■ Exercise
The answer must be an exact copy of every record.

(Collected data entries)
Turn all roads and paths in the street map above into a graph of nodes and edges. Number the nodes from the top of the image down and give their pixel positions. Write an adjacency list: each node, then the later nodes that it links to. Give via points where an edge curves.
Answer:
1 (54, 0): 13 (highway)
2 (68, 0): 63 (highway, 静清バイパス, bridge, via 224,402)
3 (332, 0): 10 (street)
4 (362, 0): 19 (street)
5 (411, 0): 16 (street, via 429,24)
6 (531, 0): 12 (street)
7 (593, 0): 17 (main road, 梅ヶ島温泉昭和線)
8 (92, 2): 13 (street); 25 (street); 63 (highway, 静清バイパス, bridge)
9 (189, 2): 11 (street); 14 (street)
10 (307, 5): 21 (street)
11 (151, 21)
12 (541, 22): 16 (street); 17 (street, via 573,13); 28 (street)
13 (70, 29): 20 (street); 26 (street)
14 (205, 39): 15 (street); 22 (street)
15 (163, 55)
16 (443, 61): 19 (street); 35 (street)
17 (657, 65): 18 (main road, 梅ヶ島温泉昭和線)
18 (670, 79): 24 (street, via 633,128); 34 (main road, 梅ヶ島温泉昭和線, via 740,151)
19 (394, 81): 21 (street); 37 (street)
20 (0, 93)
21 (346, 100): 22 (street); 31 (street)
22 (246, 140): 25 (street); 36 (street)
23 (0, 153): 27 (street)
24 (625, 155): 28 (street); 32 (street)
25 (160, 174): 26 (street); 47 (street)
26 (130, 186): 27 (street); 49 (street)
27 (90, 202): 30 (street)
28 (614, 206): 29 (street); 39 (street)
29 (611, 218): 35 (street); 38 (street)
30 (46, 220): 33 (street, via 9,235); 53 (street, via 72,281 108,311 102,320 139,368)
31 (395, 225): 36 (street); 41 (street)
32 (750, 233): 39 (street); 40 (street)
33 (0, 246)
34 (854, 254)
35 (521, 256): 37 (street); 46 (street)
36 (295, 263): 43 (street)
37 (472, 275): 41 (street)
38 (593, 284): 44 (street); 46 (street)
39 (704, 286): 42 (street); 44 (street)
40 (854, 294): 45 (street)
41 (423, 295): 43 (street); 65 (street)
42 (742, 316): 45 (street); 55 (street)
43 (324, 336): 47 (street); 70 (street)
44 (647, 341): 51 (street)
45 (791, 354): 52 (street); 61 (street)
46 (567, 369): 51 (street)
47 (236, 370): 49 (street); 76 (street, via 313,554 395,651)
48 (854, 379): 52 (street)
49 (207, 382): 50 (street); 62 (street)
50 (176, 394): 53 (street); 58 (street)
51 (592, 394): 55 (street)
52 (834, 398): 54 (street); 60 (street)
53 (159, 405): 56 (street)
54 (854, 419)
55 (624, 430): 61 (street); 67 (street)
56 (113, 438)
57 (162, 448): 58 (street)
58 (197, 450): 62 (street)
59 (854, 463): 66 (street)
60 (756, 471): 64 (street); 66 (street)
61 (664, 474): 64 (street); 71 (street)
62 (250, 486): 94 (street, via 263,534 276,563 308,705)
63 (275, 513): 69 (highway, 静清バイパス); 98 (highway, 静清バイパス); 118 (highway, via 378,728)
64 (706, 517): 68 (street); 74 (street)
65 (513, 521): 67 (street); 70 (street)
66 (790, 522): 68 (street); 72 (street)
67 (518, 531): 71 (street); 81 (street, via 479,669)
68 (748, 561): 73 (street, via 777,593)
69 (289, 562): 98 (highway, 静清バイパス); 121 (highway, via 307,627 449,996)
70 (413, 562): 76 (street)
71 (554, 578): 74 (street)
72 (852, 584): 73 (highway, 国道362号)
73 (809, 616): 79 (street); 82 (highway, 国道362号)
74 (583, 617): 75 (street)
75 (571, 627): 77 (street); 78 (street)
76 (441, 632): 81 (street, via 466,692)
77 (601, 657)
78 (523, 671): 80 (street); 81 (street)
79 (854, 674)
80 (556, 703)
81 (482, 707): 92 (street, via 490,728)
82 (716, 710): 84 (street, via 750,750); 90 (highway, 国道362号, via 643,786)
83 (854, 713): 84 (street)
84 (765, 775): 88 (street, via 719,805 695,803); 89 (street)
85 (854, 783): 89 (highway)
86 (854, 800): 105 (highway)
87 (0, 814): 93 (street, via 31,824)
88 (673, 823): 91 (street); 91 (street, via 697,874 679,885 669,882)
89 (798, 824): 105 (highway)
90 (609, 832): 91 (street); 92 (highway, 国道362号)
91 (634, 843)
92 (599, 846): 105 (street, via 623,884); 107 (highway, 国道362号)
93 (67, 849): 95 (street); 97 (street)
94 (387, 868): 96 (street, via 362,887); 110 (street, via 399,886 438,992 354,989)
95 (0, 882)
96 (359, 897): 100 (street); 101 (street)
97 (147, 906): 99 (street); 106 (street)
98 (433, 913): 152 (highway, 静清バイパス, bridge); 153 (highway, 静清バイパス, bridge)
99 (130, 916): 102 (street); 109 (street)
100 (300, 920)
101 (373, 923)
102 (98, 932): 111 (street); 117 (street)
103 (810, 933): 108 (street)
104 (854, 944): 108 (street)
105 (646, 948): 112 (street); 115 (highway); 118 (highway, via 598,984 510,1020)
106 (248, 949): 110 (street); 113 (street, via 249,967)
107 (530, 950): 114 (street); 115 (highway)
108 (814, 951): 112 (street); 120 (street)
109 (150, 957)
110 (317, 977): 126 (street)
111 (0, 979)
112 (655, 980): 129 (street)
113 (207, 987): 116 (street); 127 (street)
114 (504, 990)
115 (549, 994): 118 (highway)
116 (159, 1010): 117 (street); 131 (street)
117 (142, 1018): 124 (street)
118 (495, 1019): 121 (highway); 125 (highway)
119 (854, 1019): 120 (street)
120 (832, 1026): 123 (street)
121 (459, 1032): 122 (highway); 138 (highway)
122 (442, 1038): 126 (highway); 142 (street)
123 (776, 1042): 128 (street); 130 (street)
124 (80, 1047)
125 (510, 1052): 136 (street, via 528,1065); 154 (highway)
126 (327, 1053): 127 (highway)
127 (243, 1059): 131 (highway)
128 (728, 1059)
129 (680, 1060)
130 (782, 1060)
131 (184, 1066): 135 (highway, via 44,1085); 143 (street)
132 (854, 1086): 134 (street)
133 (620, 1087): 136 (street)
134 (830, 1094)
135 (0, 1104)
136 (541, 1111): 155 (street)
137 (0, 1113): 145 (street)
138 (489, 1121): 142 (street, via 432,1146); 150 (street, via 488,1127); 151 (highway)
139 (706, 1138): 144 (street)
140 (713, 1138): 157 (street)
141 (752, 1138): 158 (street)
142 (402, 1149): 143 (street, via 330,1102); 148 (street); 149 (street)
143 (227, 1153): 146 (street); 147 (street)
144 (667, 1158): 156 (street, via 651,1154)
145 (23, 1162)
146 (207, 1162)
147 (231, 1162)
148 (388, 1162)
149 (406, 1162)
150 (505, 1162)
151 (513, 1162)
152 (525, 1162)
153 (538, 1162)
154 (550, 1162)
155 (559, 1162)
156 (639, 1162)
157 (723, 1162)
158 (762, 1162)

■ Response area
Turn all roads and paths in the street map above into a graph of nodes and edges. Number the nodes from the top of the image down and give their pixel positions. Write an adjacency list: each node, then the later nodes that it links to. Give via points where an edge curves.
Answer:
1 (54, 0): 13 (highway)
2 (68, 0): 63 (highway, 静清バイパス, bridge, via 224,402)
3 (332, 0): 10 (street)
4 (362, 0): 19 (street)
5 (411, 0): 16 (street, via 429,24)
6 (531, 0): 12 (street)
7 (593, 0): 17 (main road, 梅ヶ島温泉昭和線)
8 (92, 2): 13 (street); 25 (street); 63 (highway, 静清バイパス, bridge)
9 (189, 2): 11 (street); 14 (street)
10 (307, 5): 21 (street)
11 (151, 21)
12 (541, 22): 16 (street); 17 (street, via 573,13); 28 (street)
13 (70, 29): 20 (street); 26 (street)
14 (205, 39): 15 (street); 22 (street)
15 (163, 55)
16 (443, 61): 19 (street); 35 (street)
17 (657, 65): 18 (main road, 梅ヶ島温泉昭和線)
18 (670, 79): 24 (street, via 633,128); 34 (main road, 梅ヶ島温泉昭和線, via 740,151)
19 (394, 81): 21 (street); 37 (street)
20 (0, 93)
21 (346, 100): 22 (street); 31 (street)
22 (246, 140): 25 (street); 36 (street)
23 (0, 153): 27 (street)
24 (625, 155): 28 (street); 32 (street)
25 (160, 174): 26 (street); 47 (street)
26 (130, 186): 27 (street); 49 (street)
27 (90, 202): 30 (street)
28 (614, 206): 29 (street); 39 (street)
29 (611, 218): 35 (street); 38 (street)
30 (46, 220): 33 (street, via 9,235); 53 (street, via 72,281 108,311 102,320 139,368)
31 (395, 225): 36 (street); 41 (street)
32 (750, 233): 39 (street); 40 (street)
33 (0, 246)
34 (854, 254)
35 (521, 256): 37 (street); 46 (street)
36 (295, 263): 43 (street)
37 (472, 275): 41 (street)
38 (593, 284): 44 (street); 46 (street)
39 (704, 286): 42 (street); 44 (street)
40 (854, 294): 45 (street)
41 (423, 295): 43 (street); 65 (street)
42 (742, 316): 45 (street); 55 (street)
43 (324, 336): 47 (street); 70 (street)
44 (647, 341): 51 (street)
45 (791, 354): 52 (street); 61 (street)
46 (567, 369): 51 (street)
47 (236, 370): 49 (street); 76 (street, via 313,554 395,651)
48 (854, 379): 52 (street)
49 (207, 382): 50 (street); 62 (street)
50 (176, 394): 53 (street); 58 (street)
51 (592, 394): 55 (street)
52 (834, 398): 54 (street); 60 (street)
53 (159, 405): 56 (street)
54 (854, 419)
55 (624, 430): 61 (street); 67 (street)
56 (113, 438)
57 (162, 448): 58 (street)
58 (197, 450): 62 (street)
59 (854, 463): 66 (street)
60 (756, 471): 64 (street); 66 (street)
61 (664, 474): 64 (street); 71 (street)
62 (250, 486): 94 (street, via 263,534 276,563 308,705)
63 (275, 513): 69 (highway, 静清バイパス); 98 (highway, 静清バイパス); 118 (highway, via 378,728)
64 (706, 517): 68 (street); 74 (street)
65 (513, 521): 67 (street); 70 (street)
66 (790, 522): 68 (street); 72 (street)
67 (518, 531): 71 (street); 81 (street, via 479,669)
68 (748, 561): 73 (street, via 777,593)
69 (289, 562): 98 (highway, 静清バイパス); 121 (highway, via 307,627 449,996)
70 (413, 562): 76 (street)
71 (554, 578): 74 (street)
72 (852, 584): 73 (highway, 国道362号)
73 (809, 616): 79 (street); 82 (highway, 国道362号)
74 (583, 617): 75 (street)
75 (571, 627): 77 (street); 78 (street)
76 (441, 632): 81 (street, via 466,692)
77 (601, 657)
78 (523, 671): 80 (street); 81 (street)
79 (854, 674)
80 (556, 703)
81 (482, 707): 92 (street, via 490,728)
82 (716, 710): 84 (street, via 750,750); 90 (highway, 国道362号, via 643,786)
83 (854, 713): 84 (street)
84 (765, 775): 88 (street, via 719,805 695,803); 89 (street)
85 (854, 783): 89 (highway)
86 (854, 800): 105 (highway)
87 (0, 814): 93 (street, via 31,824)
88 (673, 823): 91 (street); 91 (street, via 697,874 679,885 669,882)
89 (798, 824): 105 (highway)
90 (609, 832): 91 (street); 92 (highway, 国道362号)
91 (634, 843)
92 (599, 846): 105 (street, via 623,884); 107 (highway, 国道362号)
93 (67, 849): 95 (street); 97 (street)
94 (387, 868): 96 (street, via 362,887); 110 (street, via 399,886 438,992 354,989)
95 (0, 882)
96 (359, 897): 100 (street); 101 (street)
97 (147, 906): 99 (street); 106 (street)
98 (433, 913): 152 (highway, 静清バイパス, bridge); 153 (highway, 静清バイパス, bridge)
99 (130, 916): 102 (street); 109 (street)
100 (300, 920)
101 (373, 923)
102 (98, 932): 111 (street); 117 (street)
103 (810, 933): 108 (street)
104 (854, 944): 108 (street)
105 (646, 948): 112 (street); 115 (highway); 118 (highway, via 598,984 510,1020)
106 (248, 949): 110 (street); 113 (street, via 249,967)
107 (530, 950): 114 (street); 115 (highway)
108 (814, 951): 112 (street); 120 (street)
109 (150, 957)
110 (317, 977): 126 (street)
111 (0, 979)
112 (655, 980): 129 (street)
113 (207, 987): 116 (street); 127 (street)
114 (504, 990)
115 (549, 994): 118 (highway)
116 (159, 1010): 117 (street); 131 (street)
117 (142, 1018): 124 (street)
118 (495, 1019): 121 (highway); 125 (highway)
119 (854, 1019): 120 (street)
120 (832, 1026): 123 (street)
121 (459, 1032): 122 (highway); 138 (highway)
122 (442, 1038): 126 (highway); 142 (street)
123 (776, 1042): 128 (street); 130 (street)
124 (80, 1047)
125 (510, 1052): 136 (street, via 528,1065); 154 (highway)
126 (327, 1053): 127 (highway)
127 (243, 1059): 131 (highway)
128 (728, 1059)
129 (680, 1060)
130 (782, 1060)
131 (184, 1066): 135 (highway, via 44,1085); 143 (street)
132 (854, 1086): 134 (street)
133 (620, 1087): 136 (street)
134 (830, 1094)
135 (0, 1104)
136 (541, 1111): 155 (street)
137 (0, 1113): 145 (street)
138 (489, 1121): 142 (street, via 432,1146); 150 (street, via 488,1127); 151 (highway)
139 (706, 1138): 144 (street)
140 (713, 1138): 157 (street)
141 (752, 1138): 158 (street)
142 (402, 1149): 143 (street, via 330,1102); 148 (street); 149 (street)
143 (227, 1153): 146 (street); 147 (street)
144 (667, 1158): 156 (street, via 651,1154)
145 (23, 1162)
146 (207, 1162)
147 (231, 1162)
148 (388, 1162)
149 (406, 1162)
150 (505, 1162)
151 (513, 1162)
152 (525, 1162)
153 (538, 1162)
154 (550, 1162)
155 (559, 1162)
156 (639, 1162)
157 (723, 1162)
158 (762, 1162)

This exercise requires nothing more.